Stephen Black described his debut novel, published in 2019, as “a supernatural fantasy that explores very real themes and issues”, which was helpful, as for me the peg that is ‘Skelly’s Square’ doesn’t fit snugly into the round holes of several familiar fiction genres. Fantastical certainly, with intriguing supernatural elements and some YA tendencies, but as the world blithely stumbles towards the brink of disaster, the unwitting champions of the planet are the most unlikely of superheroes. The titular, OCD-wracked Kirkwood Scott; an alcohol-dependent, homeless teenager (Meredith Starc); physically disabled, young wheelchair-user (Harley Davison); and the late Emily O’Hara. However, what the living characters have in common is their status as pawns in an intergalactic power grab, which threatens the very existence of mankind and will see the trio cast as the last line of defence against ‘the Scourge’.

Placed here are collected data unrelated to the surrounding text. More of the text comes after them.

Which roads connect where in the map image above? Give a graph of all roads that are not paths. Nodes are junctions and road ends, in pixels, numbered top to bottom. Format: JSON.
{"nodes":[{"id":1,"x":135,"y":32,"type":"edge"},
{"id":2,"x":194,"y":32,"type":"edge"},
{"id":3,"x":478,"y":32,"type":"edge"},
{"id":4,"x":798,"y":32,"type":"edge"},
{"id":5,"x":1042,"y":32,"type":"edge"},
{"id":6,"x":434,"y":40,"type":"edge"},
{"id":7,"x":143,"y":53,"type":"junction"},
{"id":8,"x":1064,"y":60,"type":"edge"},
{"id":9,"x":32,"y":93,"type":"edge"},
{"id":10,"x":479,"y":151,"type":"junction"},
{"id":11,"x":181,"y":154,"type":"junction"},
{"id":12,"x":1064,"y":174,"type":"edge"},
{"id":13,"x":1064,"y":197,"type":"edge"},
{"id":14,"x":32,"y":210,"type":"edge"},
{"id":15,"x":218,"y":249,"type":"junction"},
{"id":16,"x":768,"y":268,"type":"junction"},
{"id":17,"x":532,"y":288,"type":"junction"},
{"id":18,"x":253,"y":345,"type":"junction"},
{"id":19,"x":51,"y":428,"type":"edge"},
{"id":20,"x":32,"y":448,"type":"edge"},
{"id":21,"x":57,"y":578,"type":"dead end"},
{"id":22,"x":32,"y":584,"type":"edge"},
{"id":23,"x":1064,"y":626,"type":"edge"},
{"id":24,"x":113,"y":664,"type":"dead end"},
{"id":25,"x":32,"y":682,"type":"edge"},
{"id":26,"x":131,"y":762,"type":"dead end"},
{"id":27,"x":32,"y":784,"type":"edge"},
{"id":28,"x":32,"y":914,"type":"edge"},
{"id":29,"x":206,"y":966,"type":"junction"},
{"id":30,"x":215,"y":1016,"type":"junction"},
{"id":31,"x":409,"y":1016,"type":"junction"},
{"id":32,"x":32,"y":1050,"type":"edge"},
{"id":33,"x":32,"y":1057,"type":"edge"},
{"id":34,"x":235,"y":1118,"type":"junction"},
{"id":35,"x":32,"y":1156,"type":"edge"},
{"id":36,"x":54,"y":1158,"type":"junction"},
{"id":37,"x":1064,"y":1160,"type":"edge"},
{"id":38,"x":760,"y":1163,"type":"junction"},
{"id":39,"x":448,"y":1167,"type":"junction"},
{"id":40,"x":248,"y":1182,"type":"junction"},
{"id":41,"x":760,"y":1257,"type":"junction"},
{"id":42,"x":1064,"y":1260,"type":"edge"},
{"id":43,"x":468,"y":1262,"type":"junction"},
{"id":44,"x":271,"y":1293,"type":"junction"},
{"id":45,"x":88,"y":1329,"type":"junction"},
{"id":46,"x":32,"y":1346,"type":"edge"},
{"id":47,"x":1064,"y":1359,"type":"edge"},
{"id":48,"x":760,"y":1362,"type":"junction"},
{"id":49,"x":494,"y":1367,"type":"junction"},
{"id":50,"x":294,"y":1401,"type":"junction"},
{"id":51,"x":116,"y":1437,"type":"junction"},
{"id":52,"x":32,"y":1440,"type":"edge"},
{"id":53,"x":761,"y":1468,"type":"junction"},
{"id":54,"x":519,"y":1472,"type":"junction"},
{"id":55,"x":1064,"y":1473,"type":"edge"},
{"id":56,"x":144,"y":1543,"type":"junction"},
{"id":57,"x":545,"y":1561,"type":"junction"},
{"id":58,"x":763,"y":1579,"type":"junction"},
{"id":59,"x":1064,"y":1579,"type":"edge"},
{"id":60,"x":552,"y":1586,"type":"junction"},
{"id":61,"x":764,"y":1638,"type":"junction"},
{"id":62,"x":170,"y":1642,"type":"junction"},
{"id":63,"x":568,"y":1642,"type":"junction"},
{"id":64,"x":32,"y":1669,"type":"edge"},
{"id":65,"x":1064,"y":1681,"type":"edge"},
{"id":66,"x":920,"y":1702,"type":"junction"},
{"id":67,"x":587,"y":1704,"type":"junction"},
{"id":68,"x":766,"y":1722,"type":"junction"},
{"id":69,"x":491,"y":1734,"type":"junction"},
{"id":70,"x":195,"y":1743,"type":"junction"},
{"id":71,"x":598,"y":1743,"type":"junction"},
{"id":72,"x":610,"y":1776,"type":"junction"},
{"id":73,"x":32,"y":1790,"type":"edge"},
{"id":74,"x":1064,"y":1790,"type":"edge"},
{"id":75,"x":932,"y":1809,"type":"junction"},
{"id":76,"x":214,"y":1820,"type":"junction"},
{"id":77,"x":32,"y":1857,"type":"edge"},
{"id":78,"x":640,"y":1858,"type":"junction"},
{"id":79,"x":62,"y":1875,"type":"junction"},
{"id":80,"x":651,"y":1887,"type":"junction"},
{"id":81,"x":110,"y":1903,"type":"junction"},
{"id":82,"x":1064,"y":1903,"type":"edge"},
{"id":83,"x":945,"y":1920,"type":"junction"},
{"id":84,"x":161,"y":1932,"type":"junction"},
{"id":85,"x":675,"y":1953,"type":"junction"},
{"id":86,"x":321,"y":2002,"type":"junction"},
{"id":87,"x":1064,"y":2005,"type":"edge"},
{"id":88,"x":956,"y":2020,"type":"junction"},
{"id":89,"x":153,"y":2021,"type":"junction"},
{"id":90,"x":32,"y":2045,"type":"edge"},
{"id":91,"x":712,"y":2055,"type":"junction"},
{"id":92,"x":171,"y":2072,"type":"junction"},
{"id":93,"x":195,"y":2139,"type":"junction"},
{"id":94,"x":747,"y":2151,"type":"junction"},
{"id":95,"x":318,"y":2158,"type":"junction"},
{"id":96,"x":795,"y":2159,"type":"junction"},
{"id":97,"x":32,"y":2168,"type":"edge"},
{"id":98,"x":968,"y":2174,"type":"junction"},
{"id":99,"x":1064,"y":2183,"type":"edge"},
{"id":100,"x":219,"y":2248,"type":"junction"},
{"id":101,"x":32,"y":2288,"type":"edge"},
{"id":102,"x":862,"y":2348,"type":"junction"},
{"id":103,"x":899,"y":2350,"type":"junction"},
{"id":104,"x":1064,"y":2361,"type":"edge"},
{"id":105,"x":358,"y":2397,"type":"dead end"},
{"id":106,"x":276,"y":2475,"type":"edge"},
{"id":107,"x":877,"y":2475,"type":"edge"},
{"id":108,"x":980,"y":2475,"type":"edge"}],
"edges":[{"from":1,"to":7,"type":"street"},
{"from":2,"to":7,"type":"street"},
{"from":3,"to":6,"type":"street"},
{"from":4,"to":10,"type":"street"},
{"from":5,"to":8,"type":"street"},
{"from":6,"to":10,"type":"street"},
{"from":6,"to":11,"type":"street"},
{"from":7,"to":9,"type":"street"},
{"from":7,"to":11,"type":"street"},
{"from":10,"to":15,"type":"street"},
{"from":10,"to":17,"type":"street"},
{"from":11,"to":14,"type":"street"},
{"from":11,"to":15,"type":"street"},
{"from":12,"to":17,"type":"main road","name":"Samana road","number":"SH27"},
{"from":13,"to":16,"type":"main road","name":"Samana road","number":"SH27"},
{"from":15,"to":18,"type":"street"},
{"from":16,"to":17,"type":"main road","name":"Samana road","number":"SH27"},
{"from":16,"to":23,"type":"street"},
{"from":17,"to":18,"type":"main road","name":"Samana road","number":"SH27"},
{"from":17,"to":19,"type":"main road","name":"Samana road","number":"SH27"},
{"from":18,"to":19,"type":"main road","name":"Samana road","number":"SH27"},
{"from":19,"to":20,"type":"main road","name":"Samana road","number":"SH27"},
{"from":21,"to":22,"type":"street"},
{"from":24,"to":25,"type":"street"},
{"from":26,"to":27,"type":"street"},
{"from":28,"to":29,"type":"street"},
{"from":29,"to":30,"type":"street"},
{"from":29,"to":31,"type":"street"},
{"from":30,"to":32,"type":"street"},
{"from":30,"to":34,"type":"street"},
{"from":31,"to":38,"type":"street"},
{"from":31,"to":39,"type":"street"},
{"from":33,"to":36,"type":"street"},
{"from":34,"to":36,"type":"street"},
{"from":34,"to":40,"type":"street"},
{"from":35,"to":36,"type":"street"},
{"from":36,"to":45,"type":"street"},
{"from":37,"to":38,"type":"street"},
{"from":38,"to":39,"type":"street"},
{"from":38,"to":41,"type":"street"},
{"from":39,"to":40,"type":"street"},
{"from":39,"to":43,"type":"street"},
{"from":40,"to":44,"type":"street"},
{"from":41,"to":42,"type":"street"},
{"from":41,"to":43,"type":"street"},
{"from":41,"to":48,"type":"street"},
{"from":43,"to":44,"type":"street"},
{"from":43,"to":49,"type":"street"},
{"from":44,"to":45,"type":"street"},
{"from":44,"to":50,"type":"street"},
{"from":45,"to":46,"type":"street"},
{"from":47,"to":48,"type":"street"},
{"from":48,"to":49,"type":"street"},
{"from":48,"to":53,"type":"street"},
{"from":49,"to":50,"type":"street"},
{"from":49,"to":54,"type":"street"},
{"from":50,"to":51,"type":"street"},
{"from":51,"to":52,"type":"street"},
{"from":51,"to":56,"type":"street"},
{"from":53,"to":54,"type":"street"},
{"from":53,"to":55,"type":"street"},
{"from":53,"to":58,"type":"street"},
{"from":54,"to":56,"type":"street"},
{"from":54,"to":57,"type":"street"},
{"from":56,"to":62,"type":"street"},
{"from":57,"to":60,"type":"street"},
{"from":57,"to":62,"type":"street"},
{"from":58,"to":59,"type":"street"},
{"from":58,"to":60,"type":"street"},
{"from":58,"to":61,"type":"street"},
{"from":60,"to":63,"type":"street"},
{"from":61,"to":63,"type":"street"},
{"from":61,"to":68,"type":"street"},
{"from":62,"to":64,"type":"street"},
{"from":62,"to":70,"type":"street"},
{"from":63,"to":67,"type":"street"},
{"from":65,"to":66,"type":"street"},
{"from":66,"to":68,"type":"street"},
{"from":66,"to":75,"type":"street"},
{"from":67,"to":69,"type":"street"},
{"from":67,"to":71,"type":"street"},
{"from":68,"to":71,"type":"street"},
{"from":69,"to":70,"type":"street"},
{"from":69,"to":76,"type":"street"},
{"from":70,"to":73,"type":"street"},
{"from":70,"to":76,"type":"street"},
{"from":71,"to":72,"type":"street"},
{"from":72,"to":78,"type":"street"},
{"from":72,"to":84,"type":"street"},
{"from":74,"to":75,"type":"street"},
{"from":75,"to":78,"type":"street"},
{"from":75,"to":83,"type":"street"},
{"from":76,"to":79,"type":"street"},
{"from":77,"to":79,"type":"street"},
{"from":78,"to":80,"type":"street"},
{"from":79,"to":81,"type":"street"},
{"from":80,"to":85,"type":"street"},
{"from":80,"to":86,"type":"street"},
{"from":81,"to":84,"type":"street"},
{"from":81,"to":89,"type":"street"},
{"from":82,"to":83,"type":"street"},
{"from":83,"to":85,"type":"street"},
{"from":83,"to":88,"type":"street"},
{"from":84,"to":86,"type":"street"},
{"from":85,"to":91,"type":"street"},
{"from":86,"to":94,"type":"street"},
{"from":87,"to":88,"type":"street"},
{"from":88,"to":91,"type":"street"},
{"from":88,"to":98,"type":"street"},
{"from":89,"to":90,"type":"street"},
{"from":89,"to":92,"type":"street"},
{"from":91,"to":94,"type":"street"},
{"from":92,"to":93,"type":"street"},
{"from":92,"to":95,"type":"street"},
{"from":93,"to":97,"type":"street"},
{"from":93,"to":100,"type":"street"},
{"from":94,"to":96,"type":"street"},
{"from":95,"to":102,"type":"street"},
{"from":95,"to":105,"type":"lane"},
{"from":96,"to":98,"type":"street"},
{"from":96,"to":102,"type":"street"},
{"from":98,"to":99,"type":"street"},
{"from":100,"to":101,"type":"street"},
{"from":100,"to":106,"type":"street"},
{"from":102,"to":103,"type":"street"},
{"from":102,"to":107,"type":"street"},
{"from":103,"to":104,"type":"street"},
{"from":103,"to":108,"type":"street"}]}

Leading the predators greedily eyeing the Earth is Colonel Augustus Skelly. A wonderfully macabre villain, Skelly has the opportunity to avenge the ignominious cull of his whole command at the battle of Waterloo in 1815, where, though among the triumphant Duke of Wellington’s forces, the 49th Somerset Regiment would warrant little more than a footnote acknowledging they were attendees. Two centuries later, as Skelly marshalls his troops to storm the portal and unleash the dark forces of occupation from another dimension, the ultimate comeback is at hand.
And it is this contrast of scale and perspective, which lies at the heart of this finely balanced story and offers sardonic levity in the face of individual and collective doom. The three young people struggling with respective circumstances, which threaten to overwhelm, are beautifully observed by the author. Scott and Starc particularly come perilously close to a sense of individual, rock-bottom hopelessness and though the reader may be discomforted by the depths plumbed, Stephen Black has skilfully constructed the exhilaration of a countering ascent befitting of a roller coaster, careering around Northern Ireland.
For this reader, Harley Davison was an unfortunate late-comer to the party, whose character didn’t quite experience the development of her peers, but I applaud the author for his sensitive portrayal that avoided defining the young woman by her disability and I hope the cameo appearance in this first chronicle may be fleshed out further in the sequel.
Of course it is possible that Mr Black’s exposition of some mundane, demoralising aspects of the human experience, anchor the plot and thus offer an artful way of giving full rein to the more imaginative elements. However, whilst the blunt observation of Meredith Starc is wryly accurate, “It’s hardly DC versus Marvel…” the book (all ninety one glorious chapters) gambols along relentlessly, suffused with that most human of emotions – hope and in the depths of the created gloom, the author shines a welcome torch. I shall look forward to Book 2 – “A New Jerusalem” with a warm glow of expectation.